Saved entries
-----

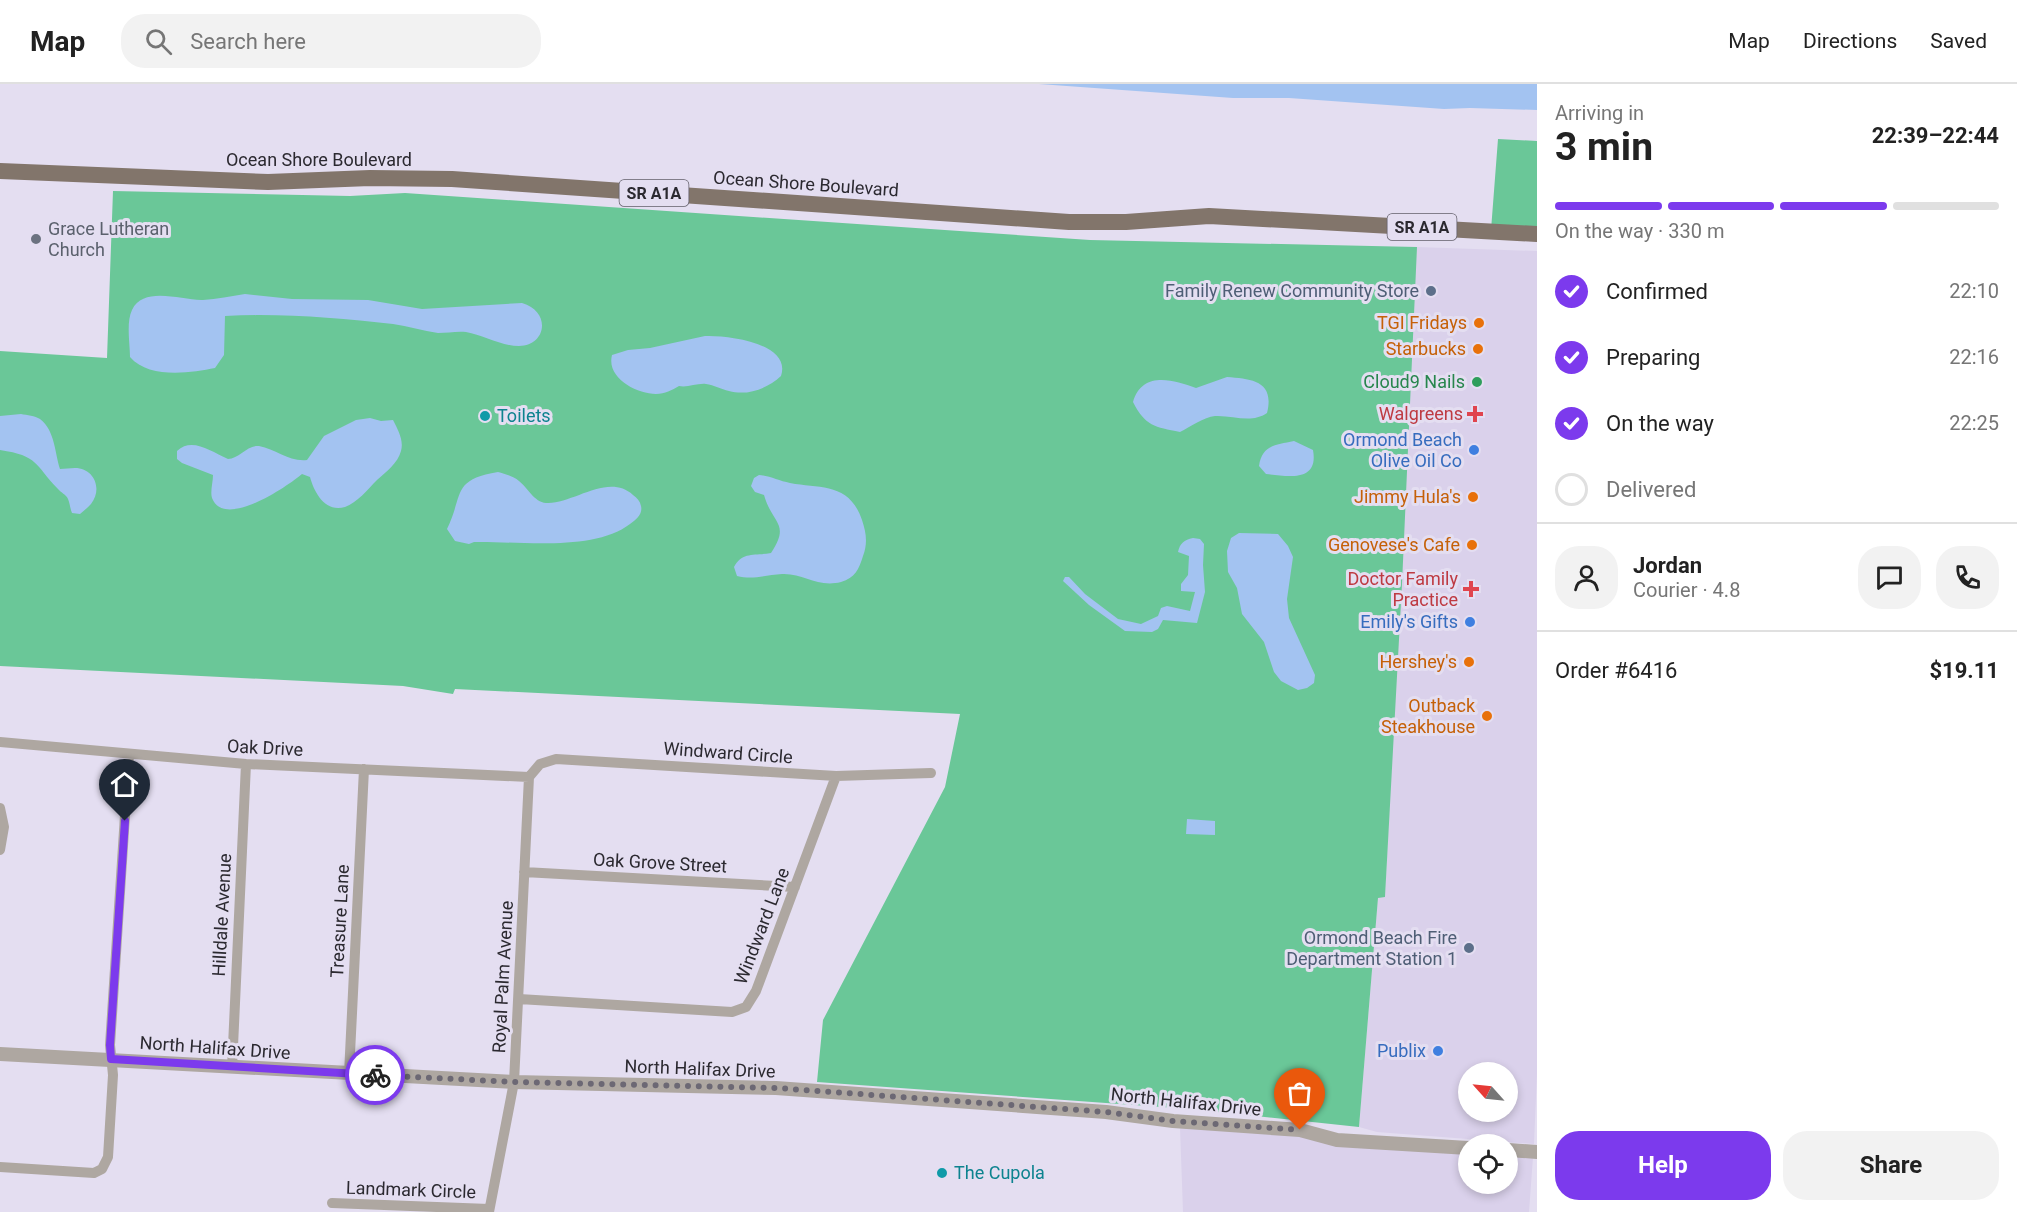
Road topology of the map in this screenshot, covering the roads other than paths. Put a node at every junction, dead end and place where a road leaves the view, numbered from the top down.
1 (0, 171) edge
2 (1537, 234) edge
3 (0, 742) edge
4 (129, 754) junction
5 (246, 764) junction
6 (364, 769) junction
7 (931, 773) dead end
8 (836, 776) junction
9 (529, 777) junction
10 (0, 808) edge
11 (0, 850) edge
12 (524, 872) junction
13 (795, 887) junction
14 (519, 999) junction
15 (0, 1054) edge
16 (111, 1059) junction
17 (232, 1068) junction
18 (349, 1074) junction
19 (514, 1082) junction
20 (1458, 1147) edge
21 (1518, 1151) edge
22 (1537, 1152) edge
23 (0, 1167) edge
24 (332, 1203) dead end
25 (489, 1210) edge

1 - 2 main road, Ocean Shore Boulevard / SR A1A
3 - 4 street, Oak Drive
4 - 5 street, Oak Drive
4 - 16 street
5 - 6 street, Oak Drive
5 - 17 street, Hilldale Avenue
6 - 9 street, Oak Drive
6 - 18 street, Treasure Lane
7 - 8 street, Windward Circle
8 - 9 street, Windward Circle
8 - 13 street, Windward Lane
9 - 12 street, Royal Palm Avenue
10 - 11 street
12 - 13 street, Oak Grove Street
12 - 14 street, Royal Palm Avenue
13 - 14 street, Windward Lane
14 - 19 street, Royal Palm Avenue
15 - 16 street, North Halifax Drive
16 - 17 street, North Halifax Drive
16 - 23 street
17 - 18 street, North Halifax Drive
18 - 19 street, North Halifax Drive
19 - 20 street, North Halifax Drive
19 - 25 street, Royal Palm Avenue
21 - 22 street
24 - 25 street, Landmark Circle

-----

> _HOW TO COMPLETE THIS TASK_
What is needed is an exact output of the records above, with every picture left out.

> _YOUR RESPONSE_
Road topology of the map in this screenshot, covering the roads other than paths. Put a node at every junction, dead end and place where a road leaves the view, numbered from the top down.
1 (0, 171) edge
2 (1537, 234) edge
3 (0, 742) edge
4 (129, 754) junction
5 (246, 764) junction
6 (364, 769) junction
7 (931, 773) dead end
8 (836, 776) junction
9 (529, 777) junction
10 (0, 808) edge
11 (0, 850) edge
12 (524, 872) junction
13 (795, 887) junction
14 (519, 999) junction
15 (0, 1054) edge
16 (111, 1059) junction
17 (232, 1068) junction
18 (349, 1074) junction
19 (514, 1082) junction
20 (1458, 1147) edge
21 (1518, 1151) edge
22 (1537, 1152) edge
23 (0, 1167) edge
24 (332, 1203) dead end
25 (489, 1210) edge

1 - 2 main road, Ocean Shore Boulevard / SR A1A
3 - 4 street, Oak Drive
4 - 5 street, Oak Drive
4 - 16 street
5 - 6 street, Oak Drive
5 - 17 street, Hilldale Avenue
6 - 9 street, Oak Drive
6 - 18 street, Treasure Lane
7 - 8 street, Windward Circle
8 - 9 street, Windward Circle
8 - 13 street, Windward Lane
9 - 12 street, Royal Palm Avenue
10 - 11 street
12 - 13 street, Oak Grove Street
12 - 14 street, Royal Palm Avenue
13 - 14 street, Windward Lane
14 - 19 street, Royal Palm Avenue
15 - 16 street, North Halifax Drive
16 - 17 street, North Halifax Drive
16 - 23 street
17 - 18 street, North Halifax Drive
18 - 19 street, North Halifax Drive
19 - 20 street, North Halifax Drive
19 - 25 street, Royal Palm Avenue
21 - 22 street
24 - 25 street, Landmark Circle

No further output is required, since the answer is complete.